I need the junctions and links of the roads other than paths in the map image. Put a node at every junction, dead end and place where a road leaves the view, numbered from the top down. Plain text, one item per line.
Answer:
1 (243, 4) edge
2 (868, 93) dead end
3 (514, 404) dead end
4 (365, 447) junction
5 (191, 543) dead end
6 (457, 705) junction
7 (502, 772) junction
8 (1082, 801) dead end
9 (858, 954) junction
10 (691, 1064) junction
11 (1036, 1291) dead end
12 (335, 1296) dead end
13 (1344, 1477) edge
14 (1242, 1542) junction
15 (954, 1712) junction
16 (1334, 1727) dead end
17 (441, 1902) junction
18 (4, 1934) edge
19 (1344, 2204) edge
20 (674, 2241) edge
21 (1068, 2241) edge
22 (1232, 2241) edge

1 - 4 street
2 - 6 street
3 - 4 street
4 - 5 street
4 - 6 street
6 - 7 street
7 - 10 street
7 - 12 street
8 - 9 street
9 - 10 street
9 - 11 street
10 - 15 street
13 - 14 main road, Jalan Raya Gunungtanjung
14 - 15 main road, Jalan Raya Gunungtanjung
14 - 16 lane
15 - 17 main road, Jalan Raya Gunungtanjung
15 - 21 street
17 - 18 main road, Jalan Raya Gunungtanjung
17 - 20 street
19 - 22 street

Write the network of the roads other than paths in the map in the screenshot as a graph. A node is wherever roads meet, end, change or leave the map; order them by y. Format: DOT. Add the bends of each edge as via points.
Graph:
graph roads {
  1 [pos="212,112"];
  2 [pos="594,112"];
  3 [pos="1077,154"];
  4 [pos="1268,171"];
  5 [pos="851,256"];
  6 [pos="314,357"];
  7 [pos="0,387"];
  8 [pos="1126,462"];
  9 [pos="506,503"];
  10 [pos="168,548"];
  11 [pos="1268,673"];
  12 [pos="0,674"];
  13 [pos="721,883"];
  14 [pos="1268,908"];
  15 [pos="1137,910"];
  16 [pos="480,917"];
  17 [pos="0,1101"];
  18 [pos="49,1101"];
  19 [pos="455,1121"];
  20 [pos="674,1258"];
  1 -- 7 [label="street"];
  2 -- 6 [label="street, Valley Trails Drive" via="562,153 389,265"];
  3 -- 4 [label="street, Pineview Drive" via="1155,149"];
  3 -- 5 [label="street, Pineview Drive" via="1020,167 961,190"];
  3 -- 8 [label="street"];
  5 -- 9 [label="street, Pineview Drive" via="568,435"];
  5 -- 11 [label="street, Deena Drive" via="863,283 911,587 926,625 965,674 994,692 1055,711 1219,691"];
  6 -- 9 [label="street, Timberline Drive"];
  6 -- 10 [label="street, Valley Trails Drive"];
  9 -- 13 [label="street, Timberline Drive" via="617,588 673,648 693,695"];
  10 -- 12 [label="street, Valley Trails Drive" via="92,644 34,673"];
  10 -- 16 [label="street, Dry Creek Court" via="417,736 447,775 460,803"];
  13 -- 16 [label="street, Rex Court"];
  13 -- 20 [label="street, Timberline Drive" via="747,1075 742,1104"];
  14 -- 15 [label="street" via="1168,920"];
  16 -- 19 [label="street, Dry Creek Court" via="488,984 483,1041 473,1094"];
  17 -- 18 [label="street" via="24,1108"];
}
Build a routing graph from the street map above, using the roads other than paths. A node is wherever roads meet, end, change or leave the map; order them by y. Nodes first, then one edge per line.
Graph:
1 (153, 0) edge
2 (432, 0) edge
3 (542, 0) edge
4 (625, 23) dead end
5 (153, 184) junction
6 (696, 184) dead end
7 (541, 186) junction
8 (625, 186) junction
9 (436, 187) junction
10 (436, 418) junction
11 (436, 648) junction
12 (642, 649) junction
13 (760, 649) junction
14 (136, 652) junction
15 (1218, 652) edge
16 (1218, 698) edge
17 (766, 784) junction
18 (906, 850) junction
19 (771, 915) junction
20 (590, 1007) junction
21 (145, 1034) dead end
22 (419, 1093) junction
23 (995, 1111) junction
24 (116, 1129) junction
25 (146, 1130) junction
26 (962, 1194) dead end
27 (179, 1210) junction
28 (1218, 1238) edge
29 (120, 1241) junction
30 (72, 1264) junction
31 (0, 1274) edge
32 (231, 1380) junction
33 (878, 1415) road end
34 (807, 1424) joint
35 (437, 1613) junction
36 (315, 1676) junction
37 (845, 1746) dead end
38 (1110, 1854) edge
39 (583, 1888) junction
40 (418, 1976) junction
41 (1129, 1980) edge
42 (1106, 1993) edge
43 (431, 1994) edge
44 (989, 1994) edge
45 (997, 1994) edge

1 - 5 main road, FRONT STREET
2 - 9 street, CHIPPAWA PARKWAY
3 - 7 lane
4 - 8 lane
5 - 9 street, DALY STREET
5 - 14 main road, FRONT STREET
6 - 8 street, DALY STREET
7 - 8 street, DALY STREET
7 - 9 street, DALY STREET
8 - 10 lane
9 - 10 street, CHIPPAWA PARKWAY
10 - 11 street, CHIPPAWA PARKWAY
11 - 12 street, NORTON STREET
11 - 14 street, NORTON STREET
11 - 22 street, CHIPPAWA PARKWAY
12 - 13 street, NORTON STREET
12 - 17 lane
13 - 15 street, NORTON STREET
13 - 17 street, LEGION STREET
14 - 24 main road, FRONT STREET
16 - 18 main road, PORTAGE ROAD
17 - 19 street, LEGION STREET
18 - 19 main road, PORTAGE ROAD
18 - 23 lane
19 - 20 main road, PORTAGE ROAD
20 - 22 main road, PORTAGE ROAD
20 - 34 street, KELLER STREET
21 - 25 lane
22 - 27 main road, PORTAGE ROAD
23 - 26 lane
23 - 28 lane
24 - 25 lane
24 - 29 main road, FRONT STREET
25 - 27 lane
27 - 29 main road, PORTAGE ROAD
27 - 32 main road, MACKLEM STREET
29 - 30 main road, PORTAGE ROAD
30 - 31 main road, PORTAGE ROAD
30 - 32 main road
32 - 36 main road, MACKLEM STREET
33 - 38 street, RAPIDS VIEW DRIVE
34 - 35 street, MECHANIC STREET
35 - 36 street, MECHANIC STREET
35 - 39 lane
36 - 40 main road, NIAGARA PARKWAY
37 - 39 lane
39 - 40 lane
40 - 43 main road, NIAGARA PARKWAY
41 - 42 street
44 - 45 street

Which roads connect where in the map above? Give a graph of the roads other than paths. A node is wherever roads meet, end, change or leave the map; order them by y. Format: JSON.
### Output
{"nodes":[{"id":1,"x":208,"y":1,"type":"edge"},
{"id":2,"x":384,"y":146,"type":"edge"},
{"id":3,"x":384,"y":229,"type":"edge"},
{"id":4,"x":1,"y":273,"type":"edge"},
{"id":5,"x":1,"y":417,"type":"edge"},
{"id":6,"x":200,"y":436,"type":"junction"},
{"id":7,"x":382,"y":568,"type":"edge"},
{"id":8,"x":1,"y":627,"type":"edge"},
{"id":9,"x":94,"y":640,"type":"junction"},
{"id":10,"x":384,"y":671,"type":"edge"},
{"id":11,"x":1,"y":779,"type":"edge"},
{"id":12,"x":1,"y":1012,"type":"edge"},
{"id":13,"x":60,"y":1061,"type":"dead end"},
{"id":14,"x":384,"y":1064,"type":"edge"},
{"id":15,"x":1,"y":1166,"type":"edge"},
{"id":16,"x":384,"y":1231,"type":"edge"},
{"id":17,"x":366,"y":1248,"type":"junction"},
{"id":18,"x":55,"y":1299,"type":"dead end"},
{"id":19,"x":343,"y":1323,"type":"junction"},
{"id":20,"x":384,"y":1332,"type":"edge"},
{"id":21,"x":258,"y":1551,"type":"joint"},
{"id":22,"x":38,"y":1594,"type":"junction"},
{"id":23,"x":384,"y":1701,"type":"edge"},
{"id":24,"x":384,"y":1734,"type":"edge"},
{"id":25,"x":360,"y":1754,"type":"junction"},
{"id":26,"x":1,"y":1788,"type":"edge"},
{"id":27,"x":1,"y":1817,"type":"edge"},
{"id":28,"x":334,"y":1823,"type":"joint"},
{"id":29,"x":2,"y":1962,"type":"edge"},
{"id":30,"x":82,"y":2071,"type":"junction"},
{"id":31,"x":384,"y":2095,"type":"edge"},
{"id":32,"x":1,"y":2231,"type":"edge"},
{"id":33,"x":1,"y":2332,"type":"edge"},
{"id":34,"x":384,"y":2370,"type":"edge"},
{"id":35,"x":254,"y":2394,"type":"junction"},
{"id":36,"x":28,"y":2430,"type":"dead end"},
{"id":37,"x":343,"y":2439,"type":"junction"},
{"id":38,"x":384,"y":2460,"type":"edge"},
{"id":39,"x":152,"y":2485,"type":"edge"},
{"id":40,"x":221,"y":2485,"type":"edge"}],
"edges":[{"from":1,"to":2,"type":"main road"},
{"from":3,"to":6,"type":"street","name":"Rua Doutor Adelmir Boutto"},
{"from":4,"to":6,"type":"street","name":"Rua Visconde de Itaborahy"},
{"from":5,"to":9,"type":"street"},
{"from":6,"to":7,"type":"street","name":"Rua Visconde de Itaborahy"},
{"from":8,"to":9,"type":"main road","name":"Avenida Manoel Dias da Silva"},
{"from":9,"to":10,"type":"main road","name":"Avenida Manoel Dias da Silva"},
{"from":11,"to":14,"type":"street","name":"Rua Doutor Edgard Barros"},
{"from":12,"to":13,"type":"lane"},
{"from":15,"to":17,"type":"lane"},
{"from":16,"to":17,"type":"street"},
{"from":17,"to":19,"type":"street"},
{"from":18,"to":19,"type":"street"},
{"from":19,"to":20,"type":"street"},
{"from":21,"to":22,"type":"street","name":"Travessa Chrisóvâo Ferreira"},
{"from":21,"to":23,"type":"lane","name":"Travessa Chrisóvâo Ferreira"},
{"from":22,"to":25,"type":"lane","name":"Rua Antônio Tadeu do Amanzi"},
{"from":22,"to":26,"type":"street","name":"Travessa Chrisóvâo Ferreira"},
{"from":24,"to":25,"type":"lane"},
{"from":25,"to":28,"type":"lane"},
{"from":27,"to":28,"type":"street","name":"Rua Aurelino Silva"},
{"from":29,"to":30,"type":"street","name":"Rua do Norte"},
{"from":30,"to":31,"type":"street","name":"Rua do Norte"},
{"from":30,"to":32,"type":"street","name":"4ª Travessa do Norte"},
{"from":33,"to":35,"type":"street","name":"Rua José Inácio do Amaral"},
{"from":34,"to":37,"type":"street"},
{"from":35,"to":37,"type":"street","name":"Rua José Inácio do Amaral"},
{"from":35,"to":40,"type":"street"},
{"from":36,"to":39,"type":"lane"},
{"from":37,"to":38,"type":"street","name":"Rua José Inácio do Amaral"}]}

■ ■ ■

Exercise directions:
Retype, exactly as written, everything from the first line of the data above through the line containing "Write the network". Nothing else should appear.

Written response:
I need the junctions and links of the roads other than paths in the map image. Put a node at every junction, dead end and place where a road leaves the view, numbered from the top down. Plain text, one item per line.
Answer:
1 (243, 4) edge
2 (868, 93) dead end
3 (514, 404) dead end
4 (365, 447) junction
5 (191, 543) dead end
6 (457, 705) junction
7 (502, 772) junction
8 (1082, 801) dead end
9 (858, 954) junction
10 (691, 1064) junction
11 (1036, 1291) dead end
12 (335, 1296) dead end
13 (1344, 1477) edge
14 (1242, 1542) junction
15 (954, 1712) junction
16 (1334, 1727) dead end
17 (441, 1902) junction
18 (4, 1934) edge
19 (1344, 2204) edge
20 (674, 2241) edge
21 (1068, 2241) edge
22 (1232, 2241) edge

1 - 4 street
2 - 6 street
3 - 4 street
4 - 5 street
4 - 6 street
6 - 7 street
7 - 10 street
7 - 12 street
8 - 9 street
9 - 10 street
9 - 11 street
10 - 15 street
13 - 14 main road, Jalan Raya Gunungtanjung
14 - 15 main road, Jalan Raya Gunungtanjung
14 - 16 lane
15 - 17 main road, Jalan Raya Gunungtanjung
15 - 21 street
17 - 18 main road, Jalan Raya Gunungtanjung
17 - 20 street
19 - 22 street

Write the network of the roads other than paths in the map in the screenshot as a graph. A node is wherever roads meet, end, change or leave the map; order them by y. Format: DOT. Add the bends of each edge as via points.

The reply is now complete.